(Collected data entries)
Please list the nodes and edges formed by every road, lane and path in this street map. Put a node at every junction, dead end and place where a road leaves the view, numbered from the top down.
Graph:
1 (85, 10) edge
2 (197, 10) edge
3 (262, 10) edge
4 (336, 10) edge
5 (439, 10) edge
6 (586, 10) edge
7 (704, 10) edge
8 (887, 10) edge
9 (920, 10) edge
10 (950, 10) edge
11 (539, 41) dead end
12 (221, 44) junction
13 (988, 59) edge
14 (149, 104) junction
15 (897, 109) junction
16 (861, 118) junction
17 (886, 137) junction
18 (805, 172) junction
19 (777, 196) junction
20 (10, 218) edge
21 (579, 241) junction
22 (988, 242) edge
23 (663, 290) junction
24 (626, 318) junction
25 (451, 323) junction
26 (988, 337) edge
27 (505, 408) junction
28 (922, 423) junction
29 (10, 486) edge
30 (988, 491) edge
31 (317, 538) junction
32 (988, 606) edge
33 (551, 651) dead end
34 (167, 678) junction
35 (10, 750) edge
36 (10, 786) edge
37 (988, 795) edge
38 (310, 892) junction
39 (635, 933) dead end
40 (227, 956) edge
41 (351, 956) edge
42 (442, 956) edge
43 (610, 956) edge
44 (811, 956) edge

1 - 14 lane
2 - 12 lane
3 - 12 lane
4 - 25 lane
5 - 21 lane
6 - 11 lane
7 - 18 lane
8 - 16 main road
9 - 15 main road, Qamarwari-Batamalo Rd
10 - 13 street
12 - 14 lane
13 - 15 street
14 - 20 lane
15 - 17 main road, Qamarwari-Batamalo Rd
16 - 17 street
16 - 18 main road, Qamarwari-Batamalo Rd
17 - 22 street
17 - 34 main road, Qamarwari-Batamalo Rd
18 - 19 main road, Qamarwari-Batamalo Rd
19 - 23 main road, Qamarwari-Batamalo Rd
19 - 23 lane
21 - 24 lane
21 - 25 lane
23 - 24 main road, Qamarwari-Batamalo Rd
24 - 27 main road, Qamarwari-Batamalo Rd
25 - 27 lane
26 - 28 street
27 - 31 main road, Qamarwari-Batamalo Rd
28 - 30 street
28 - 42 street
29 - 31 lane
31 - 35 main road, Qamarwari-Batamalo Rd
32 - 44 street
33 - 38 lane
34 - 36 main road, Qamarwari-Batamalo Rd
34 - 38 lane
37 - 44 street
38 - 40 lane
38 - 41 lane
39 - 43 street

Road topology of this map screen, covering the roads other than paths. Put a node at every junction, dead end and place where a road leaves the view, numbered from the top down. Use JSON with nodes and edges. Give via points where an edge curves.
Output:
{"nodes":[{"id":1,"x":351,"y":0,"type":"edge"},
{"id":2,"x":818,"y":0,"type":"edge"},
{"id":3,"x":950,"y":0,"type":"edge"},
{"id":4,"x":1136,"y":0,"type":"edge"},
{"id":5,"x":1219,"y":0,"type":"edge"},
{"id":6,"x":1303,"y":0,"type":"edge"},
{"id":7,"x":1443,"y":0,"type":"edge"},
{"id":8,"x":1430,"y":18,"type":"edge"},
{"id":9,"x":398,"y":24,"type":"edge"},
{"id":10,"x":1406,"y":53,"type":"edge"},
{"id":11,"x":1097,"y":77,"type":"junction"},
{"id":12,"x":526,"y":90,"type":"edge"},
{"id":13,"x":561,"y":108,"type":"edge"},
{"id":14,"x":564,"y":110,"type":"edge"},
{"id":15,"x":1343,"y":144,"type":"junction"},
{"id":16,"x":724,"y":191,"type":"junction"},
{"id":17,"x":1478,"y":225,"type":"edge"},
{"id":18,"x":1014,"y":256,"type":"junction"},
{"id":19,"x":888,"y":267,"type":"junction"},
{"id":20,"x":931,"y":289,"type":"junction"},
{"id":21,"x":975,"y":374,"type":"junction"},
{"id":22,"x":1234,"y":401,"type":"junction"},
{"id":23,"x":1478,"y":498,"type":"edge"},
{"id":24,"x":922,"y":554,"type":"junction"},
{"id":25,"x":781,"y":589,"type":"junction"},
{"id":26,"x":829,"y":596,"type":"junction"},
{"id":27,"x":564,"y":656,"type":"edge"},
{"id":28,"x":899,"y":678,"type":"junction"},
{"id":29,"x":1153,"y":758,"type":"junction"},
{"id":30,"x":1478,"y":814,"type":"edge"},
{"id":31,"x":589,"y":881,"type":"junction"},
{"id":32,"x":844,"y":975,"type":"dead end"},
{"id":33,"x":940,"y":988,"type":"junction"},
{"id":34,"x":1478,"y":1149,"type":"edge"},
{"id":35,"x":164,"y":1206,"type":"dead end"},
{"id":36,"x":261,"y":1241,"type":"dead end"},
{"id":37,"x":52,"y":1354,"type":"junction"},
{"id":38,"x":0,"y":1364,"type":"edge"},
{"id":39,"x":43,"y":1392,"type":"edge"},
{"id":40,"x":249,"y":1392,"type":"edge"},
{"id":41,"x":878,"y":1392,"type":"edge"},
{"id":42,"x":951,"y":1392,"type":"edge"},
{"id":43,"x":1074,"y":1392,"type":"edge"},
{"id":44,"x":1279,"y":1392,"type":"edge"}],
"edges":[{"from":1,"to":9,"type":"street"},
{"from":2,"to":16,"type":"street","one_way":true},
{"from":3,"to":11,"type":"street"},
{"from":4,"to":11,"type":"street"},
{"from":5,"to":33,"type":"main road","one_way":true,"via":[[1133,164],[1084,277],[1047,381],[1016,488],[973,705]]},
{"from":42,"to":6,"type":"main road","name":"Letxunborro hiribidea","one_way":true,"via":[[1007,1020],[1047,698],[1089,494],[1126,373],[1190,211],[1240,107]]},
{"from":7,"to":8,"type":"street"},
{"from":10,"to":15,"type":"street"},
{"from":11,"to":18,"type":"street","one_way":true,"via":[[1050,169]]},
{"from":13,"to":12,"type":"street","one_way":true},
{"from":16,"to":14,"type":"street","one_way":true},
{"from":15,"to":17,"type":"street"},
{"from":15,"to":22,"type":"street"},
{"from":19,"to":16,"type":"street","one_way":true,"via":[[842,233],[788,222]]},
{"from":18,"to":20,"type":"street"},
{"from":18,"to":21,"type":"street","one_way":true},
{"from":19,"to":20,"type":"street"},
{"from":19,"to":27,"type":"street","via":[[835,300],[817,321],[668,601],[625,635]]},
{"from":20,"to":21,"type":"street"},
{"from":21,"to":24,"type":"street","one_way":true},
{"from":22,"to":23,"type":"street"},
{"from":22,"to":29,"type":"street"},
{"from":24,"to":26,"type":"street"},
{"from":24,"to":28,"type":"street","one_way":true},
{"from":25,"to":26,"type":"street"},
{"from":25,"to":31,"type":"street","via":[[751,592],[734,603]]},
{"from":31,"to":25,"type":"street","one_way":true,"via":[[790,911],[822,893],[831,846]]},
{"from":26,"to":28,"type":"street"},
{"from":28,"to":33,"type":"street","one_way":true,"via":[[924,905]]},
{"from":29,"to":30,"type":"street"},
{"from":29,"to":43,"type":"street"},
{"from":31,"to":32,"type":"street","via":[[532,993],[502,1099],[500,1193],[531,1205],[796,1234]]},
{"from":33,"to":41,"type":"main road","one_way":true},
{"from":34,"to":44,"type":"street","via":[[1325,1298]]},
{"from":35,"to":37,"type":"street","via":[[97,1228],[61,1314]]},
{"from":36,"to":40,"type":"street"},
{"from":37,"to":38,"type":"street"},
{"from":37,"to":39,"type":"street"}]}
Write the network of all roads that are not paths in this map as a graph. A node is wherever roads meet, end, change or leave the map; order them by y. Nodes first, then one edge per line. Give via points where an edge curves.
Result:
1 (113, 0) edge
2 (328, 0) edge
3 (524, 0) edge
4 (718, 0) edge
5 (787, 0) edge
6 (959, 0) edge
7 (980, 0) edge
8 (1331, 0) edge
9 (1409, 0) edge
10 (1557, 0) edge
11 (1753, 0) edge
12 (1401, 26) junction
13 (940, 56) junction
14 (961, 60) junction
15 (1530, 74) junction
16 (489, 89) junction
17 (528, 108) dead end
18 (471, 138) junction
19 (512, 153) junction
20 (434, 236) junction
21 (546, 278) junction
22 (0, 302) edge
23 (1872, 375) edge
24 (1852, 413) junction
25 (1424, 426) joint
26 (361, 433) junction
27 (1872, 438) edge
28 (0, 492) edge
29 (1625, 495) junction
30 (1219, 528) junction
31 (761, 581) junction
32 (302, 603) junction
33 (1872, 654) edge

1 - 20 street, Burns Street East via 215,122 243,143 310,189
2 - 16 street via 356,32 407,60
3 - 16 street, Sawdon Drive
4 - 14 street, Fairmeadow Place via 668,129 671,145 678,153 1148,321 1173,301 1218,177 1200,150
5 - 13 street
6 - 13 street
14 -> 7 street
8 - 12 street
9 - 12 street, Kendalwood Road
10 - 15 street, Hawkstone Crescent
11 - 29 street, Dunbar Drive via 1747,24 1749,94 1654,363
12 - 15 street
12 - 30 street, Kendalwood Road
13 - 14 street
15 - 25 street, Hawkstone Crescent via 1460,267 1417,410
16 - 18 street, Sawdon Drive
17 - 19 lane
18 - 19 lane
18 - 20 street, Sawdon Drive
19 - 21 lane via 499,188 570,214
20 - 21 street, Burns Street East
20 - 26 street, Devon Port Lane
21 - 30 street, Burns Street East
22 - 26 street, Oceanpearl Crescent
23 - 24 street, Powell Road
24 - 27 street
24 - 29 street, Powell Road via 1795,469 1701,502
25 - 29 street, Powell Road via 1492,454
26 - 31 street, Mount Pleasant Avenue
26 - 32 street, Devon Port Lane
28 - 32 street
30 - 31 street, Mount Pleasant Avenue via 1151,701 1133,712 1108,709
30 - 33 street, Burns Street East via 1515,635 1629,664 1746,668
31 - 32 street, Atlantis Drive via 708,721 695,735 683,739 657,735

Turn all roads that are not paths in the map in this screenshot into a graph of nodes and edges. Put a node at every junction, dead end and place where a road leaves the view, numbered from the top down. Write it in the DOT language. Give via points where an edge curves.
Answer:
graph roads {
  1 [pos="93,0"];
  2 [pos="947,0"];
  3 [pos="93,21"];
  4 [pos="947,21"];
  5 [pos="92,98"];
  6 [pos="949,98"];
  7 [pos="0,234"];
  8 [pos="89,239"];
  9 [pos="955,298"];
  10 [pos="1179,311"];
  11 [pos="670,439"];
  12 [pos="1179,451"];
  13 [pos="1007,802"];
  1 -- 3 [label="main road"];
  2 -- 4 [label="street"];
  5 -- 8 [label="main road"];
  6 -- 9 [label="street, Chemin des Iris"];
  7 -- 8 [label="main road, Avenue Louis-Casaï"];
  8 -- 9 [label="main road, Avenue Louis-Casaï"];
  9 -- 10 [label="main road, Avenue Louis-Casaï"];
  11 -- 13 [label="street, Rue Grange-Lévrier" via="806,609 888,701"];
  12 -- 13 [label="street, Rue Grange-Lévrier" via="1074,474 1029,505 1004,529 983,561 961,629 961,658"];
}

### Assignment:
Write out every line in the data that holds the string "numbered".

### Result below:
Please list the nodes and edges formed by every road, lane and path in this street map. Put a node at every junction, dead end and place where a road leaves the view, numbered from the top down.
Road topology of this map screen, covering the roads other than paths. Put a node at every junction, dead end and place where a road leaves the view, numbered from the top down. Use JSON with nodes and edges. Give via points where an edge curves.
Turn all roads that are not paths in the map in this screenshot into a graph of nodes and edges. Put a node at every junction, dead end and place where a road leaves the view, numbered from the top down. Write it in the DOT language. Give via points where an edge curves.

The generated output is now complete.